# Processing results from different VLMs

In [1]:
#imports
import os
import numpy as np
import matplotlib.pyplot as plt
import pandas as pd
from sklearn.metrics import accuracy_score, precision_score, recall_score, f1_score


## Local VLMs for scenario prediction (from frames)

In [2]:
#go through all files that start with 'results_', then turn it into a pandas dataframe, 
# #then put everything into a single df where the prediction if the mode of the frames
def load_results(directory):
    results = pd.DataFrame()
    full_results = pd.DataFrame()
    for filename in os.listdir(directory):
        if filename.startswith('results_'):
            filepath = os.path.join(directory, filename)
            df = pd.read_csv(filepath)
            #add column in the beginning with the filename without 'results_' and '.csv'
            df['model'] = filename[8:-4]
            #make it first column
            df = df[['model'] + [col for col in df.columns if col != 'model']]
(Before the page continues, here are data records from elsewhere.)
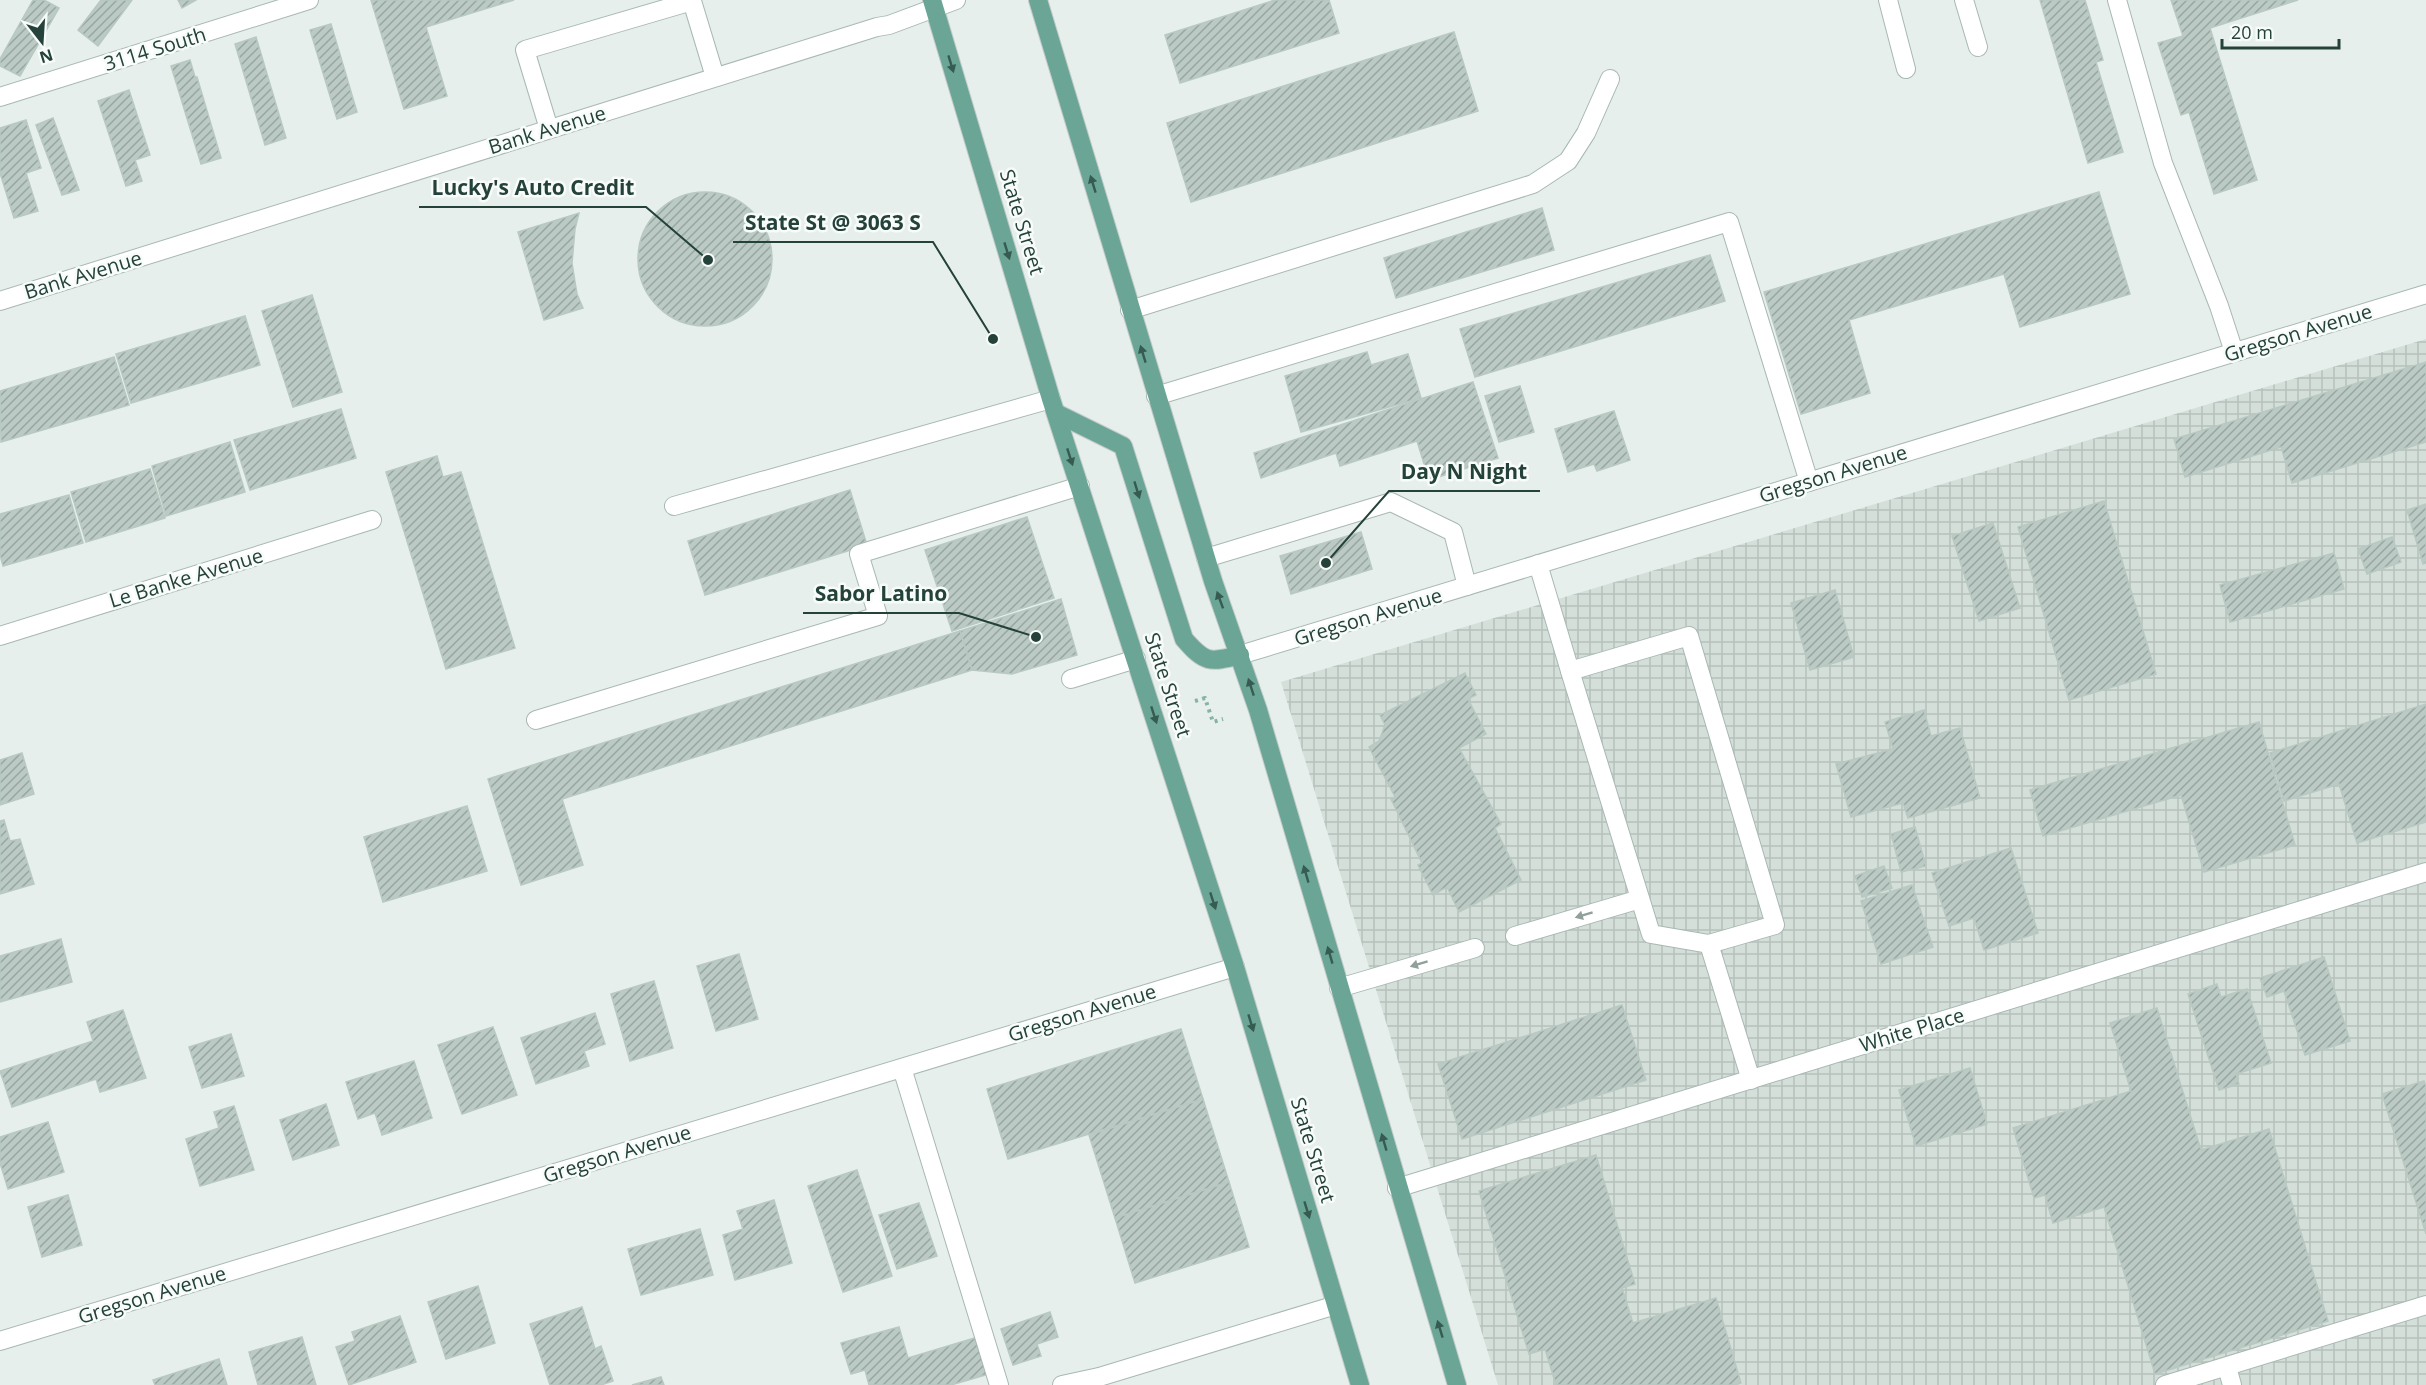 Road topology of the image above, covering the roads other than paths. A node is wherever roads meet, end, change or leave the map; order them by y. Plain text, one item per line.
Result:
1 (309, 0) edge
2 (956, 0) edge
3 (1038, 0) edge
4 (1888, 0) edge
5 (1964, 0) edge
6 (2117, 0) edge
7 (933, 4) edge
8 (1978, 47) dead end
9 (1906, 69) dead end
10 (715, 77) junction
11 (1610, 79) dead end
12 (0, 98) edge
13 (549, 129) junction
14 (2426, 294) edge
15 (0, 301) edge
16 (1130, 310) junction
17 (2234, 352) junction
18 (1156, 396) junction
19 (1054, 406) junction
20 (1809, 482) junction
21 (1080, 486) junction
22 (674, 506) dead end
23 (372, 520) dead end
24 (1206, 558) junction
25 (1538, 564) junction
26 (1467, 586) junction
27 (0, 636) edge
28 (1240, 655) junction
29 (1136, 659) junction
30 (1570, 671) junction
31 (1071, 679) dead end
32 (536, 720) dead end
33 (2426, 872) edge
34 (1640, 899) junction
35 (1515, 936) dead end
36 (1709, 944) junction
37 (1475, 948) dead end
38 (1234, 967) junction
39 (1340, 988) junction
40 (902, 1068) junction
41 (1750, 1080) junction
42 (1397, 1188) junction
43 (1336, 1305) junction
44 (2426, 1305) edge
45 (0, 1341) edge
46 (2227, 1367) junction
47 (999, 1385) edge
48 (1062, 1385) edge
49 (1360, 1385) edge
50 (1457, 1385) edge
51 (2165, 1385) edge
52 (2232, 1385) edge

1 - 12 street, 3114 South
2 - 7 street, Bank Avenue
16 -> 3 main road
4 - 9 street
5 - 8 street
6 - 17 street
7 - 10 street, Bank Avenue
7 -> 19 main road, State Street
10 - 13 street, Bank Avenue
10 - 13 street
11 - 16 street
13 - 15 street, Bank Avenue
14 - 17 street, Gregson Avenue
18 -> 16 main road
17 - 20 street, Gregson Avenue
18 - 20 street
18 - 24 main road
19 -> 21 main road, State Street
19 - 22 street
19 -> 28 main road
20 - 25 street, Gregson Avenue
21 - 29 main road, State Street
21 - 32 street
23 - 27 street, Le Banke Avenue
24 - 26 street
28 -> 24 main road
25 - 26 street, Gregson Avenue
25 - 30 street
26 - 28 street, Gregson Avenue
39 -> 28 main road
29 - 31 street
29 -> 38 main road, State Street
30 - 34 street
30 - 36 street
33 - 41 street, White Place
34 -> 35 street
34 - 36 street
36 - 41 street
37 -> 39 street
38 - 40 street, Gregson Avenue
38 -> 43 main road, State Street
42 -> 39 main road
40 - 45 street, Gregson Avenue
40 - 47 street
41 - 42 street, White Place
50 -> 42 main road
43 - 48 street
43 - 49 main road, State Street
44 - 46 street
46 - 51 street
46 - 52 street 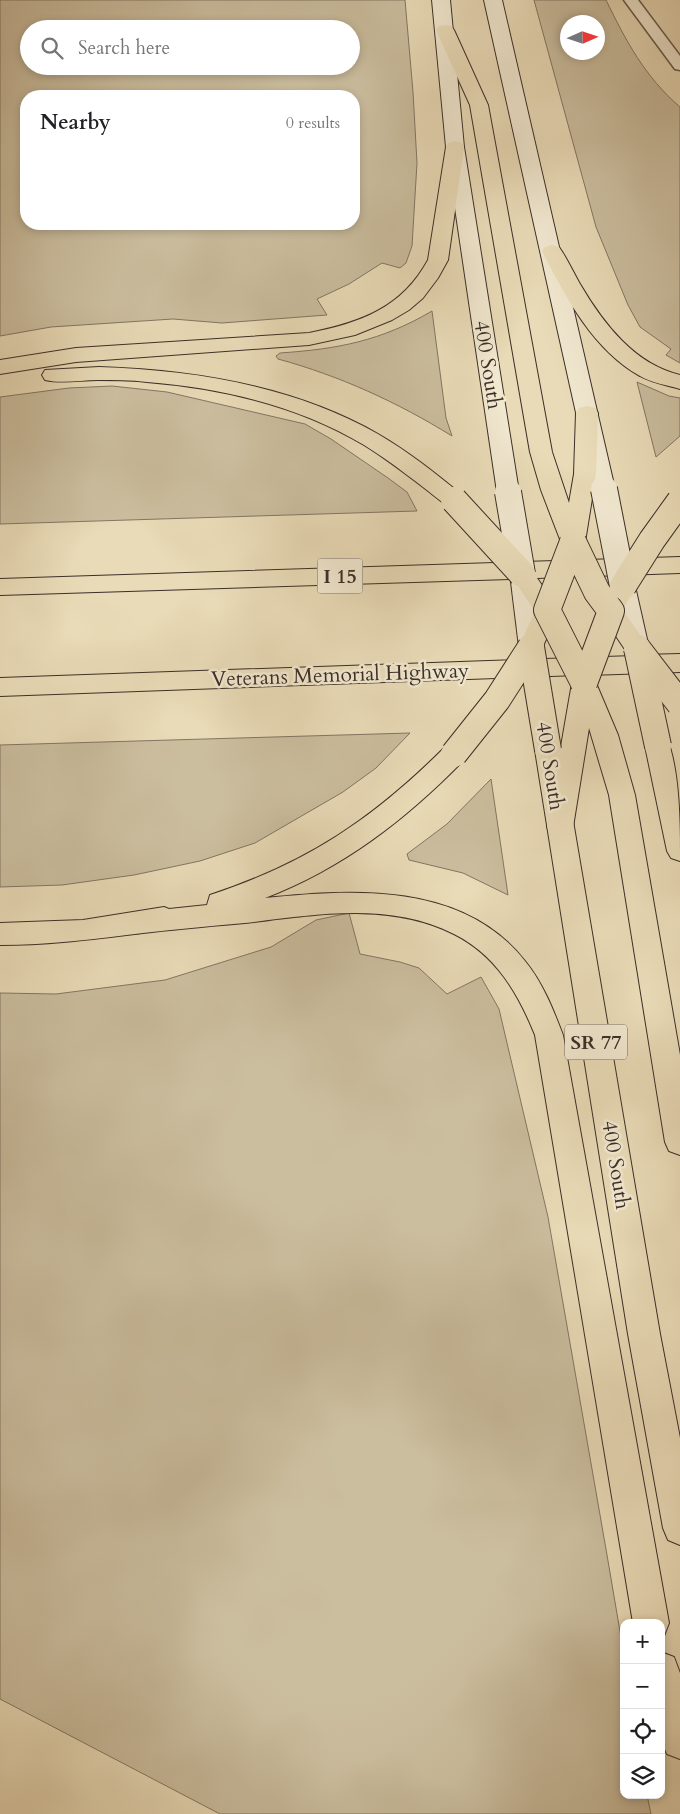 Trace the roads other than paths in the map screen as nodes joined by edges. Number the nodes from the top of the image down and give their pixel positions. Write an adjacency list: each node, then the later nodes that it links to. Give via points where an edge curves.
1 (441, 0): 4 (main road, 400 South / SR 77)
2 (493, 0): 7 (main road)
3 (630, 0): 5 (lane)
4 (445, 30): 6 (main road, 400 South / SR 77); 13 (main road, via 479,105 541,452)
5 (680, 66)
6 (455, 147): 8 (main road, via 438,260 433,273 414,297 381,318 358,328 308,339 76,355); 15 (main road, 400 South / SR 77, bridge)
7 (552, 251): 10 (main road, via 586,310 619,350 645,370); 11 (main road, via 587,413)
8 (0, 367)
9 (0, 380): 15 (main road, bridge, via 114,373 178,377 240,389 296,406 352,430 409,464 454,500)
10 (680, 382)
11 (594, 489): 13 (main road); 16 (main road, bridge)
12 (680, 501): 16 (main road, bridge)
13 (573, 542): 18 (main road, bridge); 19 (main road, bridge, via 597,592)
14 (680, 565): 17 (main road, I 15)
15 (522, 574): 18 (main road); 20 (main road, 400 South / SR 77)
16 (623, 586): 19 (main road); 21 (main road)
17 (0, 587)
18 (546, 610): 20 (main road); 23 (main road, bridge)
19 (611, 612): 21 (main road); 23 (main road, bridge)
20 (531, 647): 26 (main road, 400 South / SR 77, bridge); 28 (main road, bridge, via 497,700 454,754 377,823 340,849 263,888)
21 (637, 648): 25 (main road, bridge); 27 (main road, bridge)
22 (680, 663): 24 (main road, Veterans Memorial Highway)
23 (584, 683): 26 (main road); 30 (main road, via 609,748 622,795)
24 (0, 686)
25 (680, 704)
26 (560, 750): 31 (main road, 400 South / SR 77, via 560,827 644,1334)
27 (680, 851)
28 (147, 922): 29 (main road, via 67,933); 32 (main road, via 327,903 386,903 433,914 469,929 493,945 527,983 549,1035)
29 (0, 934)
30 (680, 1142)
31 (680, 1528)
32 (650, 1619)
33 (665, 1685): 34 (main road)
34 (680, 1740)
            #group by video_name and take the mode of the predictions
            df_grouped = df.groupby('video_name').agg(lambda x: x.mode()[0] if not x.mode().empty else np.nan).reset_index()
            #add the grouped dataframe to the full results
            full_results = pd.concat([full_results, df_grouped], ignore_index=True)

            results = pd.concat([results, df], ignore_index=True)

    #group by filename, by video, and take the mode of the predictions

    return results, full_results

In [3]:
path = '../results/'
results, full_results = load_results(path)

#remove NaN values from the results
print("Removing NaN values from the results...")
print(results.shape)
#drop rows if 'outcome_prediction' contains word "Error"
results = results[~results['outcome_prediction'].str.contains("Error", na=False)]
print(results.shape)
print(full_results.shape)
full_results = full_results[~full_results['outcome_prediction'].str.contains("Error", na=False)]
print("Full results after removing NaN values:")
print(full_results.shape)

#save the results to a csv file
results.to_csv('all_predictions.csv', index=False)
#save the full results to a csv file
full_results.to_csv('all_predictions_grouped.csv', index=False)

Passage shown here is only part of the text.